Greek-American ice hockey player

Nicholas Dimitrakos (Νίκο Δημητράκος; born May 21, 1979) is a Greek-American former professional ice hockey right winger who played in the National Hockey League (NHL) with the San Jose Sharks and Philadelphia Flyers.

==Playing career==
Dimitrakos was first introduced to hockey at age four by his uncle, and has loved and played it ever since. As a youth, he played in the 1993 Quebec International Pee-Wee Hockey Tournament with a minor ice hockey team from Beverly, Massachusetts. He graduated from Matignon High School (Cambridge, MA) in 1997. After graduation, Niko took a year's postgraduate course at Avon Old Farms (Avon, CT), a prestigious hockey prep school.

Dimitrakos played his college hockey for the University of Maine Black Bears, helping the team win the 1999 NCAA Championship, and making the 1999 NCAA Championship All-Tournament Team. In his senior year, Dimitrakos led the team in points, with 20 goals and 31 assists in 43 games. While still a UMaine Black Bear, he was drafted by the San Jose Sharks, in the 5th round (155th overall) of the 1999 NHL entry draft.

Dimitrakos received his first NHL action toward the end of the 2002–03 NHL season. Sometimes playing on the same line as NHL star Teemu Selänne, he was credited with 6 goals and 7 assists in 21 games as a rookie. The following year, he logged 9 goals and 15 assists in 68 games. Despite his modest regular season statistics, he played well in the 2004 NHL playoffs, winning the first game of the first round against St. Louis with an overtime goal and subsequently helping San Jose advance to the Western Conference finals for the first time in franchise history.

2005–06 was a bit of a disappointing season for Dimitrakos, however, and on March 9, 2006, he was traded by the Sharks to the Philadelphia Flyers in exchange for a draft pick. He played in 24 games for the Flyers before being demoted to their AHL affiliate, the Philadelphia Phantoms, in October 2006. Following the 2006–07 season, Dimitrakos signed a one-year contract with the Ottawa Senators.

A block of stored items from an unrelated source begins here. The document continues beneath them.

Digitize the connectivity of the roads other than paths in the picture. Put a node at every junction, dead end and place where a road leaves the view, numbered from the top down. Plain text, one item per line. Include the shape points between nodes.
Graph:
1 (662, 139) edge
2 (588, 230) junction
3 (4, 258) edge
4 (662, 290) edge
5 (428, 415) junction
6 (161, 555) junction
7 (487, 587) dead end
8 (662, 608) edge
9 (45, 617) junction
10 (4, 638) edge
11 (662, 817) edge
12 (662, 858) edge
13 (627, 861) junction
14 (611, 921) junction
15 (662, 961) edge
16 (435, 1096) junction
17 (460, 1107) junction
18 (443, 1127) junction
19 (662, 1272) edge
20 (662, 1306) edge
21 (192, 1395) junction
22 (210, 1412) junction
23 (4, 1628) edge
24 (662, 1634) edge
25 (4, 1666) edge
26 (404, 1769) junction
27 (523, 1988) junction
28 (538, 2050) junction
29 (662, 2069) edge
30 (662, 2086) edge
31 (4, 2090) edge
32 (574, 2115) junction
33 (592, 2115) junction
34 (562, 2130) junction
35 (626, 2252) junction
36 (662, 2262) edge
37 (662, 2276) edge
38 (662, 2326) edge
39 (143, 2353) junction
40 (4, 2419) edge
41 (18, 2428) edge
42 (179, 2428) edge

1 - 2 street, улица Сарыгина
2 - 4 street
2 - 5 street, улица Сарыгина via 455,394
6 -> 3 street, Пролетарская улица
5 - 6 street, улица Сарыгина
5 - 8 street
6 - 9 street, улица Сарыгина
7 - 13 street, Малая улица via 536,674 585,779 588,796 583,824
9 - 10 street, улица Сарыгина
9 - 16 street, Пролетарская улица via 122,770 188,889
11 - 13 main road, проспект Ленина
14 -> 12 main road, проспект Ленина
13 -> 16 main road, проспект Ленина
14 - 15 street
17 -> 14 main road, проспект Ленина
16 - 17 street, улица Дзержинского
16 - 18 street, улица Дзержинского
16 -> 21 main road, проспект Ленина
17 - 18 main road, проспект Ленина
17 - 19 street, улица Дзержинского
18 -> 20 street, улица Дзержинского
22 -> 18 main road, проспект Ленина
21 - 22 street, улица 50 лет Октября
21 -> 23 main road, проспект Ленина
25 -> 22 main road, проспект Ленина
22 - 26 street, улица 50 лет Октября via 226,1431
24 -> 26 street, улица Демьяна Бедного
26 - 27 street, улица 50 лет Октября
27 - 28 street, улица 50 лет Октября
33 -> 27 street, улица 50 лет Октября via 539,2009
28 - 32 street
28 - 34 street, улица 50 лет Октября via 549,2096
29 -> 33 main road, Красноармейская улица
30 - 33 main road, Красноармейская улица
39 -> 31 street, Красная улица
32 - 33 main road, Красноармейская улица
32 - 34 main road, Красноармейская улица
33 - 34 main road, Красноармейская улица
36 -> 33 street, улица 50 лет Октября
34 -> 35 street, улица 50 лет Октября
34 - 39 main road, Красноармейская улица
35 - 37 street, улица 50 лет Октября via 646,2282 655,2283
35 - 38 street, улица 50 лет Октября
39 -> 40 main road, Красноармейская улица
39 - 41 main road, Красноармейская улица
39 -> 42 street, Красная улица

Prior to the 2008–09 season, Dimitrakos signed a one-year contract with Skellefteå in Sweden. Because of his Greek citizenship, he is not counted against the non-EU player limit.

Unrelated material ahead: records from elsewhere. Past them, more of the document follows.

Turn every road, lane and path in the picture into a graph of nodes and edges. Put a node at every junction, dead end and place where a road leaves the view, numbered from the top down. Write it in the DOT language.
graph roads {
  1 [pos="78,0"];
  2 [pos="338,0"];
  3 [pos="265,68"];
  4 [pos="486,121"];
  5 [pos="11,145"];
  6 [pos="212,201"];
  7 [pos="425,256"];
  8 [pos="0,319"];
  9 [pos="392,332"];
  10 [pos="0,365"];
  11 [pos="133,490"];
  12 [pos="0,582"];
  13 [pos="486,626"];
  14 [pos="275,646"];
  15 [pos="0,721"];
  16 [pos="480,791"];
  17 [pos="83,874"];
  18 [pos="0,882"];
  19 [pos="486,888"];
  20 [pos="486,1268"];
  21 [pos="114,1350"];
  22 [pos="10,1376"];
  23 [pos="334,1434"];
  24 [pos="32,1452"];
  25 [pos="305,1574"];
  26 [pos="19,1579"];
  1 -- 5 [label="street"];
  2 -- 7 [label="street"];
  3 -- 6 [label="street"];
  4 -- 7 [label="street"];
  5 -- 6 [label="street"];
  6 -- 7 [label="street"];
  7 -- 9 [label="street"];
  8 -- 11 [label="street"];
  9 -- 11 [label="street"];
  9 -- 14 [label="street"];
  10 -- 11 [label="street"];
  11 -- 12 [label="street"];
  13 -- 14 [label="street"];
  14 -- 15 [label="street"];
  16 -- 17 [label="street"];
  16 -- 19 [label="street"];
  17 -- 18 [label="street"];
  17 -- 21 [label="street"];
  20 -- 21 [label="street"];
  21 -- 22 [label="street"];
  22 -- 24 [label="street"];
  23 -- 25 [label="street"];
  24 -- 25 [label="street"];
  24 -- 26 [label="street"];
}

In September 2011, he returned to play in North America - signing a PTO (Professional Tryout) contract with the Vancouver Canucks and attending their training camp. Dimitrakos was later released by the Vancouver Canucks on September 25, 2011. On October 5, 2011, Dimitrakos agreed to a 25-game PTO contract with the Wilkes-Barre/Scranton Penguins to start the 2011–12 season. After 21 games with Wilkes-Barre, Dimitrakos declined an extension to remain in the AHL and returned to his previous team in the DEL, Adler Mannheim, for the remainder of the 2011–12 season.

After contributing to Mannheim's offense to end the year, Dimitrakos signed on a one-year contract with rival DEL team Grizzly Adams Wolfsburg on July 18, 2012.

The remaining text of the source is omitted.